* _TASK PROMPT_
Copy every line of the entries that includes the word "dead".

* _RECORDED INFORMATION_
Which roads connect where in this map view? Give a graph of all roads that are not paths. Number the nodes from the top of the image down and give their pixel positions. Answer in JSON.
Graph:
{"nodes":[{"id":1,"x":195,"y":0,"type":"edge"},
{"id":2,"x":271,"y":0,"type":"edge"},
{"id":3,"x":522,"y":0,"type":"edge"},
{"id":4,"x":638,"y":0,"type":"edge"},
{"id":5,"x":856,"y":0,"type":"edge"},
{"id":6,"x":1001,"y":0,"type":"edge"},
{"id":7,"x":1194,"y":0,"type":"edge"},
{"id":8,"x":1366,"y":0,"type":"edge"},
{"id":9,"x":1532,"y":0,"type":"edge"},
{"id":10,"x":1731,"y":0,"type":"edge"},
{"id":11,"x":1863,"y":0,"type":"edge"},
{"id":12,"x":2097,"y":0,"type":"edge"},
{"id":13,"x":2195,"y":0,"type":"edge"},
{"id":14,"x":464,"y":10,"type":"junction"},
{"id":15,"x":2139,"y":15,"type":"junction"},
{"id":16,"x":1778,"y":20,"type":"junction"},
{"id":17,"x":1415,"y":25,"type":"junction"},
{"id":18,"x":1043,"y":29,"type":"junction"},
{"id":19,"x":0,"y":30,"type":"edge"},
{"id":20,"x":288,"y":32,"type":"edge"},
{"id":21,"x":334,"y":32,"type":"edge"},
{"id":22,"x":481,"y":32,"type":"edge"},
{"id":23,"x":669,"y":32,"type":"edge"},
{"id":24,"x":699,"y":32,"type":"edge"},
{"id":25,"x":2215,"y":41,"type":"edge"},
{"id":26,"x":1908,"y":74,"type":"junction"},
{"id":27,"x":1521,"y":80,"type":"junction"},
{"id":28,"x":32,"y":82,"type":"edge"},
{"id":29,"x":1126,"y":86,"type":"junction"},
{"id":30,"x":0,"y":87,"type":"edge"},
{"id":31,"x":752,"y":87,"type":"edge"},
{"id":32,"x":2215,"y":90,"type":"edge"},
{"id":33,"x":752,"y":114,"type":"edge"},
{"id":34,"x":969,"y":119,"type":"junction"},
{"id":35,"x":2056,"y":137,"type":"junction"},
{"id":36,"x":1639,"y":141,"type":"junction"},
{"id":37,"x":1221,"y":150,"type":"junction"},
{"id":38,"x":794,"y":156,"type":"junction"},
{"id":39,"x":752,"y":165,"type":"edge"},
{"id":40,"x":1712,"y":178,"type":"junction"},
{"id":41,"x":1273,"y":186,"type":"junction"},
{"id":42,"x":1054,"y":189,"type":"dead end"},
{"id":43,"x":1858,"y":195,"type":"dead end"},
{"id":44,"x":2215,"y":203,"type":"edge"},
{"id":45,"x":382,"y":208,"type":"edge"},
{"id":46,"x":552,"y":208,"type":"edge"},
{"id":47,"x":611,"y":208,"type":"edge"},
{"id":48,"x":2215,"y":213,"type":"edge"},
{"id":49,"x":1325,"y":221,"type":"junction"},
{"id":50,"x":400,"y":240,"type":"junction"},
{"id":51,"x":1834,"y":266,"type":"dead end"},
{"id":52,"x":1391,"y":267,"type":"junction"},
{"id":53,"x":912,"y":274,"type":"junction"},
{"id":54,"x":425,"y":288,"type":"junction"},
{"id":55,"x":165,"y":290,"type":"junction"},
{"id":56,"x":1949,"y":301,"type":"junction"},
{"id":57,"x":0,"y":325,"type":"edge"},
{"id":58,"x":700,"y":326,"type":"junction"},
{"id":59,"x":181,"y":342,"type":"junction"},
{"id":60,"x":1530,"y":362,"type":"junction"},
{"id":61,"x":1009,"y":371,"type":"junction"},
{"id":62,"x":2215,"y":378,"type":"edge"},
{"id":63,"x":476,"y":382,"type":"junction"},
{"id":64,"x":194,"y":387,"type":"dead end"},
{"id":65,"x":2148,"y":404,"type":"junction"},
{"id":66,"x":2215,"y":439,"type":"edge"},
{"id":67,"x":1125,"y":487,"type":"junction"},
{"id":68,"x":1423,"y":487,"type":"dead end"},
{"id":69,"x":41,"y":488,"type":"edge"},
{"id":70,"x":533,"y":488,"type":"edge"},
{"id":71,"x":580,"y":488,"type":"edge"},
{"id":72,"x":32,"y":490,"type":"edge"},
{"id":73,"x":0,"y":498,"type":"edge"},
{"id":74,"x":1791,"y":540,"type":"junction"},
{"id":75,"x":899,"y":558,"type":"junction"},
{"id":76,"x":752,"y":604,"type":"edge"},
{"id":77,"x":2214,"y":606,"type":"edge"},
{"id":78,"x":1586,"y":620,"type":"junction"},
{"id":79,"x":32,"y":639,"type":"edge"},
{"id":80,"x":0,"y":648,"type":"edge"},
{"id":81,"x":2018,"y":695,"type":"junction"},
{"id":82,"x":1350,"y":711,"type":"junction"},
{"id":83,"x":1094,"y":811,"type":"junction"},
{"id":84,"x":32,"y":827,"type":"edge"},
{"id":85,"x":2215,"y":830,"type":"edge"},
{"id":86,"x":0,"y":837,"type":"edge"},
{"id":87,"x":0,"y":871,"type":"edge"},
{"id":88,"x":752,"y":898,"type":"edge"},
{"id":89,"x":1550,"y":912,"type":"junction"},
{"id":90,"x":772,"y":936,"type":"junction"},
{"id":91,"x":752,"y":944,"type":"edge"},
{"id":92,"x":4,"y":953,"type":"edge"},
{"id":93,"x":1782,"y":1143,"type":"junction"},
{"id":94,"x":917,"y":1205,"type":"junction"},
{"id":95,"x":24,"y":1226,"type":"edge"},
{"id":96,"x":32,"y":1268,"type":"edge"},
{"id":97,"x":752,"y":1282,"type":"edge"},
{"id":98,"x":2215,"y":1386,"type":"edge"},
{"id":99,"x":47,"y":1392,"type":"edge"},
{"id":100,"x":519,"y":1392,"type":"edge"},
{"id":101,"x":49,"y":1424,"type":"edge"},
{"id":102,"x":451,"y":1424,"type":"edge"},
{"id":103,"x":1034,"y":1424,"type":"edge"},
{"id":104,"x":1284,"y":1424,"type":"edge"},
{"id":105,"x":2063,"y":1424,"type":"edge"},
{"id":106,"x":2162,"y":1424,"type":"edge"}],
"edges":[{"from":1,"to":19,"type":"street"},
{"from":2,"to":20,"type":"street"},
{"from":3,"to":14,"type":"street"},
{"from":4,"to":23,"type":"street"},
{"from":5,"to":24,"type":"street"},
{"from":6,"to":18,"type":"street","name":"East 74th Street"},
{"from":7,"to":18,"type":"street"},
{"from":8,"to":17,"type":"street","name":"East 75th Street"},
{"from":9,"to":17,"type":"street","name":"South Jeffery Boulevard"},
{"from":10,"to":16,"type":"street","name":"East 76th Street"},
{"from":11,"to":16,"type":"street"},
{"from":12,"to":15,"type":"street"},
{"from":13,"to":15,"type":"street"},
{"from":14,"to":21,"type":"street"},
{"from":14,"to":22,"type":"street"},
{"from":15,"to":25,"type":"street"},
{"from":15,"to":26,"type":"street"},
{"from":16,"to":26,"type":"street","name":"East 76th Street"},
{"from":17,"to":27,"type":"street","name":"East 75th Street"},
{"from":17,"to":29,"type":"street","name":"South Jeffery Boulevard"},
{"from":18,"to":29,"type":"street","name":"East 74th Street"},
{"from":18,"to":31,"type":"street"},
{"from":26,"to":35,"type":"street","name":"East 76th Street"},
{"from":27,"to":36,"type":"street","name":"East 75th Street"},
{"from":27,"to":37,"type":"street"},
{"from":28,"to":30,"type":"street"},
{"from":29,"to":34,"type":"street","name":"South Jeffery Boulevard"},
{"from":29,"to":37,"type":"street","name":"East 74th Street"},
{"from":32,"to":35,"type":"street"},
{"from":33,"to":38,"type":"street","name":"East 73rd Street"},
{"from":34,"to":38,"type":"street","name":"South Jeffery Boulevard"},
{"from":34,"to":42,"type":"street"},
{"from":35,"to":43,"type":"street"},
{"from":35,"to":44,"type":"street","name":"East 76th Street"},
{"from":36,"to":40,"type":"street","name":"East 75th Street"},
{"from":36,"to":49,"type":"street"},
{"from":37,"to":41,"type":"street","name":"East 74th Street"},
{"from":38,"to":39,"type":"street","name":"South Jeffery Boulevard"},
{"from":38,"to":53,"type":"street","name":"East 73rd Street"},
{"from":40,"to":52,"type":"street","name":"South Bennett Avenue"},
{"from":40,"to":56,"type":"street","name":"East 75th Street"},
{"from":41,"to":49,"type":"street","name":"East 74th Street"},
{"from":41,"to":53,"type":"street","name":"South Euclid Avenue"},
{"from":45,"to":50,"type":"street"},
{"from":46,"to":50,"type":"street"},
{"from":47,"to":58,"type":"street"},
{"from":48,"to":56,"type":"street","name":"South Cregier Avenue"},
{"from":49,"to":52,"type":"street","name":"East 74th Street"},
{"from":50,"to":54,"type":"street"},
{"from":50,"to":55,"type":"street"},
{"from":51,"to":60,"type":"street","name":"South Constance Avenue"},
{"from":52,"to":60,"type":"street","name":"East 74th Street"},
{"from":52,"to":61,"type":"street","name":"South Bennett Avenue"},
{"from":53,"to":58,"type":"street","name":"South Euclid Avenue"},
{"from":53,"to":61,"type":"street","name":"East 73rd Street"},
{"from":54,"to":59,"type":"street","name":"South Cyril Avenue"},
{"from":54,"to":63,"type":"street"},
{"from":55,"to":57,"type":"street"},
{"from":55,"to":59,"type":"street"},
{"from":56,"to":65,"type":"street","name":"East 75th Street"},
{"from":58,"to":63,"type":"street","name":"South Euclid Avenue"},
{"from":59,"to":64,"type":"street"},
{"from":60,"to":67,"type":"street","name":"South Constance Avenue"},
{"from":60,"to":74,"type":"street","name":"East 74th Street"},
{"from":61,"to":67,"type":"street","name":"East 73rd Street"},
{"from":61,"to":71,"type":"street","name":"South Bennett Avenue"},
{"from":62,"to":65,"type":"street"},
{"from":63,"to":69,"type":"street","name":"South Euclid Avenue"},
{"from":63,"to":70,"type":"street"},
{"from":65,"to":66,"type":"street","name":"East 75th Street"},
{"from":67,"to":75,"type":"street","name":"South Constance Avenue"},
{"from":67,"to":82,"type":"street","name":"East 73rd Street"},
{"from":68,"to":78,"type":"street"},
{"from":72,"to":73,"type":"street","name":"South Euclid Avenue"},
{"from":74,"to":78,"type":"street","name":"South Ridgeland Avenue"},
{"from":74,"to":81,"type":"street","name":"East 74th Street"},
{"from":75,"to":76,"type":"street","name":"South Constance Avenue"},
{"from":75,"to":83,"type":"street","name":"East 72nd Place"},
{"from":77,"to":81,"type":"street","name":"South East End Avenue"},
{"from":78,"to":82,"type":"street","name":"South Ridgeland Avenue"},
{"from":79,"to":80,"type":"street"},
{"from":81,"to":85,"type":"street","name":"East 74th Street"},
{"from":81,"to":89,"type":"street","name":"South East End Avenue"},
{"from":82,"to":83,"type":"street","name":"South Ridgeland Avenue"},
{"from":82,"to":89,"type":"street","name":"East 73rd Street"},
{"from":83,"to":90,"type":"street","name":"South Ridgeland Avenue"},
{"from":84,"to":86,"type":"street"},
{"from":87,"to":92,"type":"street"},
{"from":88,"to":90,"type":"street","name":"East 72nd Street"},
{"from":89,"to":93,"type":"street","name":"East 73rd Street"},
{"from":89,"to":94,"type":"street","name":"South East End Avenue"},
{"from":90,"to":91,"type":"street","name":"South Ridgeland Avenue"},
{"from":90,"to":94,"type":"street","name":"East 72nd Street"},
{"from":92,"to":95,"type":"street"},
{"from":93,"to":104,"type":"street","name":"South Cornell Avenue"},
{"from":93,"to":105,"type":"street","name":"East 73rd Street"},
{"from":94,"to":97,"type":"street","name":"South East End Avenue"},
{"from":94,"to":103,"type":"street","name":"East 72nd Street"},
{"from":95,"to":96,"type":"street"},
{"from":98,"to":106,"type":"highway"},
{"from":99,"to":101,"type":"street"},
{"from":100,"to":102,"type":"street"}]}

* _ANSWER AREA_
{"id":42,"x":1054,"y":189,"type":"dead end"},
{"id":43,"x":1858,"y":195,"type":"dead end"},
{"id":51,"x":1834,"y":266,"type":"dead end"},
{"id":64,"x":194,"y":387,"type":"dead end"},
{"id":68,"x":1423,"y":487,"type":"dead end"},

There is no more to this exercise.